– Так Лариску! Уж не знаю, как он ее поймал – ее днем-то не видно было, и как поджечь смог, но все поняли: его рук дело. Она ж, что тебе маленький факел на лапках, носится кругами по бараку и орет, бедолага, так, что сердце разрывается. Уж на что у нас здесь святых нет, но тут все рванули, кто шапку, кто ватник сверху бросает, чтобы, значит, пламя сбить! А она, дура, под койки и плачет, кричит, как ребенок. Наконец один поймал ее в тельник, потушил, значит, только поздно уже. Сдохла крыска-то. Мы стоим все вокруг – тельце-то у нее маленькое, а когда сгорело, так совсем ничего. Страшное: черное и красное. Глаза вытекли, кость… – Синенький горько махнул рукой и опять уронил пепел на штаны. Втянул громко носом воздух.
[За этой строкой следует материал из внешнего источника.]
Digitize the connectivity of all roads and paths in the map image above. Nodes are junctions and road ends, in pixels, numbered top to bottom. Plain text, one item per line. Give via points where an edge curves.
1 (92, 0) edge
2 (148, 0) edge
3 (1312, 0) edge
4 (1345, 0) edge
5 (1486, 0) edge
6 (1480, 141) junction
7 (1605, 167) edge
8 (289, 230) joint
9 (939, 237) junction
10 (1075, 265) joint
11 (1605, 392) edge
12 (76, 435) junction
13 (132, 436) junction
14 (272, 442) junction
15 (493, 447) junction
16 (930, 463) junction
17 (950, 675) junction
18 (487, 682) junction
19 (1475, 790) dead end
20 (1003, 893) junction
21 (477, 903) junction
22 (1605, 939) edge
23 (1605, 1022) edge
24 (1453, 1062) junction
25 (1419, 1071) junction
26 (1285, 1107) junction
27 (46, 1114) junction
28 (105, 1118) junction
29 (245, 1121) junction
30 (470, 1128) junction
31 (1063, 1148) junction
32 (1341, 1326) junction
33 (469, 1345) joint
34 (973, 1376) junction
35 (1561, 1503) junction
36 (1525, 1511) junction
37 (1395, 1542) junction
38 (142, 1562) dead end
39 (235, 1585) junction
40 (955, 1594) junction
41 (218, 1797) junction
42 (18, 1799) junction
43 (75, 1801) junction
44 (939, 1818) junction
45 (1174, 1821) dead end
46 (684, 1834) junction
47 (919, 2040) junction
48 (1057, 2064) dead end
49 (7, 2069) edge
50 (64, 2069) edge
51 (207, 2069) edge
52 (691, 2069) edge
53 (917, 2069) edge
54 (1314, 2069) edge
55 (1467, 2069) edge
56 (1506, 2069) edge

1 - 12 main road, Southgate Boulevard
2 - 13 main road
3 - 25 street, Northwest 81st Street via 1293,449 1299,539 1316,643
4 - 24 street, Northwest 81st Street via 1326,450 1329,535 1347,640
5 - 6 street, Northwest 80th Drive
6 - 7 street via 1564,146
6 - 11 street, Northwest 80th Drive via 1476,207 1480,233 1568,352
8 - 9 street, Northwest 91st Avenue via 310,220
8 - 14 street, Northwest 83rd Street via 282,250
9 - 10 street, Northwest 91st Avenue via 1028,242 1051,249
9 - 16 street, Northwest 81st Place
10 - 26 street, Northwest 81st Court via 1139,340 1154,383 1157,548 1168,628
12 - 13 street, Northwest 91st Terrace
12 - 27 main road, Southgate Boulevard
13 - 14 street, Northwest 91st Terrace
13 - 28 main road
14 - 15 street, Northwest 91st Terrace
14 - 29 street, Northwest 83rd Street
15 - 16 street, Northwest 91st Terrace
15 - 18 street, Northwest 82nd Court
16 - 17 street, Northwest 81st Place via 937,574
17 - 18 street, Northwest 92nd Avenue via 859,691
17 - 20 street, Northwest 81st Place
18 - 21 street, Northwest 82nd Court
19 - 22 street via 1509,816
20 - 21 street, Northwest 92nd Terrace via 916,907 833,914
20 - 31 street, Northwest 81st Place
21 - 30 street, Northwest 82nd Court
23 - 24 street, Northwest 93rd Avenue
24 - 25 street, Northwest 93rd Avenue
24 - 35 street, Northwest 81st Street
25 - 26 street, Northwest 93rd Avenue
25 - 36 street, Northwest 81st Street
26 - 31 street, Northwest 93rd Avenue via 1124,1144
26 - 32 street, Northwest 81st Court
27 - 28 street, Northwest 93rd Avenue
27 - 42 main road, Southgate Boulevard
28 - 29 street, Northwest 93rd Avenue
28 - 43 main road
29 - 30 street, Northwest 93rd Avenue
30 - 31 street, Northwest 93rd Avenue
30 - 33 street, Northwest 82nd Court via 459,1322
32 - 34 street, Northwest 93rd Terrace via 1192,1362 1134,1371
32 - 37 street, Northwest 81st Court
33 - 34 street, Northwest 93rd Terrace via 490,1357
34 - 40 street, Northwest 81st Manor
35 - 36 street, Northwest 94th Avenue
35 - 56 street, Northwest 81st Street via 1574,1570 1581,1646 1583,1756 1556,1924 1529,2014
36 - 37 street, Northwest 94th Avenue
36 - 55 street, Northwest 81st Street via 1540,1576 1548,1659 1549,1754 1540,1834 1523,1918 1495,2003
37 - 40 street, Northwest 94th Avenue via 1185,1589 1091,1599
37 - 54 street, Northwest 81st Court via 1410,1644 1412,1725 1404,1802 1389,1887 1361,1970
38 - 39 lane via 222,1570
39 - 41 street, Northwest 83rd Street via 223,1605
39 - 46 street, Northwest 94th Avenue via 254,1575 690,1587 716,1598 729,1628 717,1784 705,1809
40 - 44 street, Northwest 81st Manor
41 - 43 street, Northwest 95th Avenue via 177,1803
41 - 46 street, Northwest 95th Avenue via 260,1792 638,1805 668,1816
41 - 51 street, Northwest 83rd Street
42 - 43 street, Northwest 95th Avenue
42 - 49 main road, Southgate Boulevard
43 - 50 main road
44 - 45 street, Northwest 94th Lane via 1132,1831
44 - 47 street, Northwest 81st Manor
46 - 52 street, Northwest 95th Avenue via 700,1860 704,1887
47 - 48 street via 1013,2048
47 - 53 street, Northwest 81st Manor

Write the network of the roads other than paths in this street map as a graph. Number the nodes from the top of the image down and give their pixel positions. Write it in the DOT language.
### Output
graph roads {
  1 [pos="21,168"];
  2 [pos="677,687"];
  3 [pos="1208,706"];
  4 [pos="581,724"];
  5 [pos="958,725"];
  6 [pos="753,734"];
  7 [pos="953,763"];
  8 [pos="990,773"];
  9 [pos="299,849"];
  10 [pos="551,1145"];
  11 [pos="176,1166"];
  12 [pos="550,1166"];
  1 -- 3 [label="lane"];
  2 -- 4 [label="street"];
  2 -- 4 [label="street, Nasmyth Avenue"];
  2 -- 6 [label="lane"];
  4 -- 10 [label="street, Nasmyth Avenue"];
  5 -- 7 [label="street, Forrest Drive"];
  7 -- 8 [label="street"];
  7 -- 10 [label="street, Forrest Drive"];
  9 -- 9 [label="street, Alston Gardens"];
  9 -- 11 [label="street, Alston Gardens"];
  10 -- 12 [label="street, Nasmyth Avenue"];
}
Андрей вспомнил рассказы о зэковской сентиментальности, кивнул, дал уважительную паузу.
– А Славик что?
– Славик-то? Стоял себе где стоял. С лицом таким, непроницаемым, значит. А в глазах – презрение к нам, с нашими шапками да ватниками. А потом молча повернулся и пошел на построение. И все как замерли – ни слова не сказали. А потом выкинули Лариску в парашу – и вся история. Только с тех пор к Славику никто не приближался, будто прокаженный он, что ли.
– А ты что же? – усмехнулся Андрей.
– Да не брезгливый, видать, – пожал плечами Синенький. – Любопытный с детства. А Славик занятный был. Что в голове, не понять.
– Писал ему кто-нибудь? Жена, дочери?
– Это нет. Жена развелась с ним, он сказал. А дочери маленькие еще были, чтобы что-то понять и письма папке на зону писать.
– Может быть, друзья с воли?
– Не-а. Одно время ему писали, в самом начале: Славик у них типа гуру был. Но не похоже было, чтобы он отвечал кому. Кроме одной девки.
– Какой девки? – вскинулся Андрей.
– А… У начальства спросите графики посещений – они вроде как пожениться решили. Просили официального свидания перед свадьбой. Но до свадьбы дело не дошло. Она здешняя, из Ебурга. Тоже двинутая, похоже. Но из приличных, сразу видно. И имя такое, библейское… Вот же, из головы вылетело!.. Первая женщина, типа.
– Ева? – бросил Андрей, собирая записи в портфель.
Маша
На следующее утро Маша отзвонилась и отчиталась перед заказчиком. Ревенков в кажущемся совсем далеким Питере был неожиданно мягок.
– Вы, Мария, прям молодец! – сказал он, перекрывая музыку какого-то, похоже, едального заведения. – Бодро так! По ходу, движетесь вперед. Скоро антиквар тамошний вернется, сможете с ним побазарить, покопаться, типа, в современной истории. Но ваша заварушка с изразцами еще любопытнее будет, ага.
– Да, – кивнула Маша. Но в голосе ее звучало сомнение.
– Не согласны? – удивился Ревенков.
– Согласна, только…
– А… Только, думаете, зря деньги мои тратите? – усмехнулся бизнесмен. – Кофе двойное, свари, друг!
– Что? – переспросила Маша ошарашенно.
– Это не вам. А вы, Маша, много – как это? Рефлексируете, ага. Это у вас от интеллигентных корней. Достоевщина, так сказать. Так вот, вы это дело бросьте! У меня, Маша, в жизни все налажено. С деньгами. А вот загадок таких, по ходу, еще не было. Так что вы копайте давайте, не сомневайтесь. Вы ж понимаете: как врубимся, что ж в них такого, типа, замечательного, так сразу поймем, почему их решили у меня стибрить. И даже, возможно, кто. Верно я говорю?
Маша опять кивнула.
– Верно? – повторил нетерпеливо Ревенков, и Маша в этот раз озвучила:
– Верно.
– Вот и лады! – явно довольно улыбнулся на том конце трубки Машин клиент. – Короче, буду с нетерпением ждать от вас новостей! Удачной охоты!
Он отключился. А Маша вздохнула: Ревенков был, конечно, прав. Но история флешки с фотографиями изразцов… Флешки, возникшей ниоткуда в ее гостинице, словно черный человек, заказавший у Моцарта его «Реквием», Машу сильно смущала. И чем дальше, тем больше. Однако, сказала себе Маша, как верно заметил ее клиент, единственный для нее путь заключался в попытке разгадать, что же такого необыкновенного есть в тех изразцах. А она, та еще сыщица, пока даже не способна выяснить, что за семья решила облицевать себе стену или камин играющими детьми. Но сегодня в ночи у нее появилась идея, и, пока Ревенков радовал себя где-то там, на родине, ранним обедом, она спустилась к позднему отельному завтраку.